### RECORDS SUPPLIED
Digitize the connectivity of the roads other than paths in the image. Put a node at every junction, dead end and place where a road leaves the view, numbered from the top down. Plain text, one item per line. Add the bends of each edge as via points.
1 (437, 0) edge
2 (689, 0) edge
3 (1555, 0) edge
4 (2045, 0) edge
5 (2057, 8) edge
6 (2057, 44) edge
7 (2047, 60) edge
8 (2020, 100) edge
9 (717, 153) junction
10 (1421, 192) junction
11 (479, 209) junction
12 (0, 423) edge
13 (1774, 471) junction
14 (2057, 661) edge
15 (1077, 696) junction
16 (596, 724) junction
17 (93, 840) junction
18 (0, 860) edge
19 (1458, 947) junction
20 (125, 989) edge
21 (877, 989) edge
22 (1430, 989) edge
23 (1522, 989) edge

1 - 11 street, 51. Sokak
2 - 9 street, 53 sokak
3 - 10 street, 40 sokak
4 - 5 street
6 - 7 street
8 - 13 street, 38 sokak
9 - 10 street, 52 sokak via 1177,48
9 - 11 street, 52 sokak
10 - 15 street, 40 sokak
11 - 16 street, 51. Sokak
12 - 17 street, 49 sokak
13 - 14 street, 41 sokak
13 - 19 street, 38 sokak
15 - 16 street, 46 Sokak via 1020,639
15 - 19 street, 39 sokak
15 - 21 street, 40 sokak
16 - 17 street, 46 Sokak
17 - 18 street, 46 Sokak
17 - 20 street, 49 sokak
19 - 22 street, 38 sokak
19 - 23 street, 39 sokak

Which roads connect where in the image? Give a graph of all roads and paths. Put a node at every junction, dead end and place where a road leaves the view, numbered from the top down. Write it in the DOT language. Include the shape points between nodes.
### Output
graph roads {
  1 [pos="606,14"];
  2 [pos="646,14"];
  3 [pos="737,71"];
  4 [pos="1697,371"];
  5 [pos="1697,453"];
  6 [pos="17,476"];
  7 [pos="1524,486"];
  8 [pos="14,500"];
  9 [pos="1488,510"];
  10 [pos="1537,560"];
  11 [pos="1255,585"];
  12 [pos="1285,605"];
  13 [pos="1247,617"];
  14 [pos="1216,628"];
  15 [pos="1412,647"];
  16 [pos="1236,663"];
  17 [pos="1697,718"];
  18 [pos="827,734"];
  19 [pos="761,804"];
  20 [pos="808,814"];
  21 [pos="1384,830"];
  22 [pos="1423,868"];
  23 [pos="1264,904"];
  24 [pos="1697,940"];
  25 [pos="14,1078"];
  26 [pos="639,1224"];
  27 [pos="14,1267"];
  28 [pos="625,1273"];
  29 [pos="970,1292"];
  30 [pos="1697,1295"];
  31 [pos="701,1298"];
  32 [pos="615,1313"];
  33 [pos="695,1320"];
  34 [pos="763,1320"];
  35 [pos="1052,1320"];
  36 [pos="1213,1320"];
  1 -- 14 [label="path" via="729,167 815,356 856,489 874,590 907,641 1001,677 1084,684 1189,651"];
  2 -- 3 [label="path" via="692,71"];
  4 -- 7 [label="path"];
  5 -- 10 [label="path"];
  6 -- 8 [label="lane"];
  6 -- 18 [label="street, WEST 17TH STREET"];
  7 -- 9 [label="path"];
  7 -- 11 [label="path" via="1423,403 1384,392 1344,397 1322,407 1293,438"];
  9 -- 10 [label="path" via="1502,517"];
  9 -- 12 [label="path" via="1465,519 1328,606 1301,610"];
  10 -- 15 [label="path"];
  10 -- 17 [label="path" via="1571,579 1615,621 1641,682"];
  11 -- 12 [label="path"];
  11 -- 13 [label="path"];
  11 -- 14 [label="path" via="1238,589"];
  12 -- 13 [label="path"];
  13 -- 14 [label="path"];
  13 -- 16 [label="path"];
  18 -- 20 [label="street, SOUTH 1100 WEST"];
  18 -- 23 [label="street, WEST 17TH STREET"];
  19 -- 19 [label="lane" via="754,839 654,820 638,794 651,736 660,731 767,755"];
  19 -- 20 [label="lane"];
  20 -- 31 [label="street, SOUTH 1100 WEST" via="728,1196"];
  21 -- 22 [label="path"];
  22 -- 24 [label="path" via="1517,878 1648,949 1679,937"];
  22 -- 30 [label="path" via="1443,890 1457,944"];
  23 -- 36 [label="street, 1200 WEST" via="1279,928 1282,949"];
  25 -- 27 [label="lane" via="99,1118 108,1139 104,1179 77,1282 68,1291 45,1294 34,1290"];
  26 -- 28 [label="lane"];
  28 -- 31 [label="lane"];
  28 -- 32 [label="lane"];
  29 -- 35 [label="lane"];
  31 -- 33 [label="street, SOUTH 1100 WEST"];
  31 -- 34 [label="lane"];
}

### TASK BRIEF
Nothing may be omitted; retype every record exactly.

### ANSWER BOX
Digitize the connectivity of the roads other than paths in the image. Put a node at every junction, dead end and place where a road leaves the view, numbered from the top down. Plain text, one item per line. Add the bends of each edge as via points.
1 (437, 0) edge
2 (689, 0) edge
3 (1555, 0) edge
4 (2045, 0) edge
5 (2057, 8) edge
6 (2057, 44) edge
7 (2047, 60) edge
8 (2020, 100) edge
9 (717, 153) junction
10 (1421, 192) junction
11 (479, 209) junction
12 (0, 423) edge
13 (1774, 471) junction
14 (2057, 661) edge
15 (1077, 696) junction
16 (596, 724) junction
17 (93, 840) junction
18 (0, 860) edge
19 (1458, 947) junction
20 (125, 989) edge
21 (877, 989) edge
22 (1430, 989) edge
23 (1522, 989) edge

1 - 11 street, 51. Sokak
2 - 9 street, 53 sokak
3 - 10 street, 40 sokak
4 - 5 street
6 - 7 street
8 - 13 street, 38 sokak
9 - 10 street, 52 sokak via 1177,48
9 - 11 street, 52 sokak
10 - 15 street, 40 sokak
11 - 16 street, 51. Sokak
12 - 17 street, 49 sokak
13 - 14 street, 41 sokak
13 - 19 street, 38 sokak
15 - 16 street, 46 Sokak via 1020,639
15 - 19 street, 39 sokak
15 - 21 street, 40 sokak
16 - 17 street, 46 Sokak
17 - 18 street, 46 Sokak
17 - 20 street, 49 sokak
19 - 22 street, 38 sokak
19 - 23 street, 39 sokak

Which roads connect where in the image? Give a graph of all roads and paths. Put a node at every junction, dead end and place where a road leaves the view, numbered from the top down. Write it in the DOT language. Include the shape points between nodes.
### Output
graph roads {
  1 [pos="606,14"];
  2 [pos="646,14"];
  3 [pos="737,71"];
  4 [pos="1697,371"];
  5 [pos="1697,453"];
  6 [pos="17,476"];
  7 [pos="1524,486"];
  8 [pos="14,500"];
  9 [pos="1488,510"];
  10 [pos="1537,560"];
  11 [pos="1255,585"];
  12 [pos="1285,605"];
  13 [pos="1247,617"];
  14 [pos="1216,628"];
  15 [pos="1412,647"];
  16 [pos="1236,663"];
  17 [pos="1697,718"];
  18 [pos="827,734"];
  19 [pos="761,804"];
  20 [pos="808,814"];
  21 [pos="1384,830"];
  22 [pos="1423,868"];
  23 [pos="1264,904"];
  24 [pos="1697,940"];
  25 [pos="14,1078"];
  26 [pos="639,1224"];
  27 [pos="14,1267"];
  28 [pos="625,1273"];
  29 [pos="970,1292"];
  30 [pos="1697,1295"];
  31 [pos="701,1298"];
  32 [pos="615,1313"];
  33 [pos="695,1320"];
  34 [pos="763,1320"];
  35 [pos="1052,1320"];
  36 [pos="1213,1320"];
  1 -- 14 [label="path" via="729,167 815,356 856,489 874,590 907,641 1001,677 1084,684 1189,651"];
  2 -- 3 [label="path" via="692,71"];
  4 -- 7 [label="path"];
  5 -- 10 [label="path"];
  6 -- 8 [label="lane"];
  6 -- 18 [label="street, WEST 17TH STREET"];
  7 -- 9 [label="path"];
  7 -- 11 [label="path" via="1423,403 1384,392 1344,397 1322,407 1293,438"];
  9 -- 10 [label="path" via="1502,517"];
  9 -- 12 [label="path" via="1465,519 1328,606 1301,610"];
  10 -- 15 [label="path"];
  10 -- 17 [label="path" via="1571,579 1615,621 1641,682"];
  11 -- 12 [label="path"];
  11 -- 13 [label="path"];
  11 -- 14 [label="path" via="1238,589"];
  12 -- 13 [label="path"];
  13 -- 14 [label="path"];
  13 -- 16 [label="path"];
  18 -- 20 [label="street, SOUTH 1100 WEST"];
  18 -- 23 [label="street, WEST 17TH STREET"];
  19 -- 19 [label="lane" via="754,839 654,820 638,794 651,736 660,731 767,755"];
  19 -- 20 [label="lane"];
  20 -- 31 [label="street, SOUTH 1100 WEST" via="728,1196"];
  21 -- 22 [label="path"];
  22 -- 24 [label="path" via="1517,878 1648,949 1679,937"];
  22 -- 30 [label="path" via="1443,890 1457,944"];
  23 -- 36 [label="street, 1200 WEST" via="1279,928 1282,949"];
  25 -- 27 [label="lane" via="99,1118 108,1139 104,1179 77,1282 68,1291 45,1294 34,1290"];
  26 -- 28 [label="lane"];
  28 -- 31 [label="lane"];
  28 -- 32 [label="lane"];
  29 -- 35 [label="lane"];
  31 -- 33 [label="street, SOUTH 1100 WEST"];
  31 -- 34 [label="lane"];
}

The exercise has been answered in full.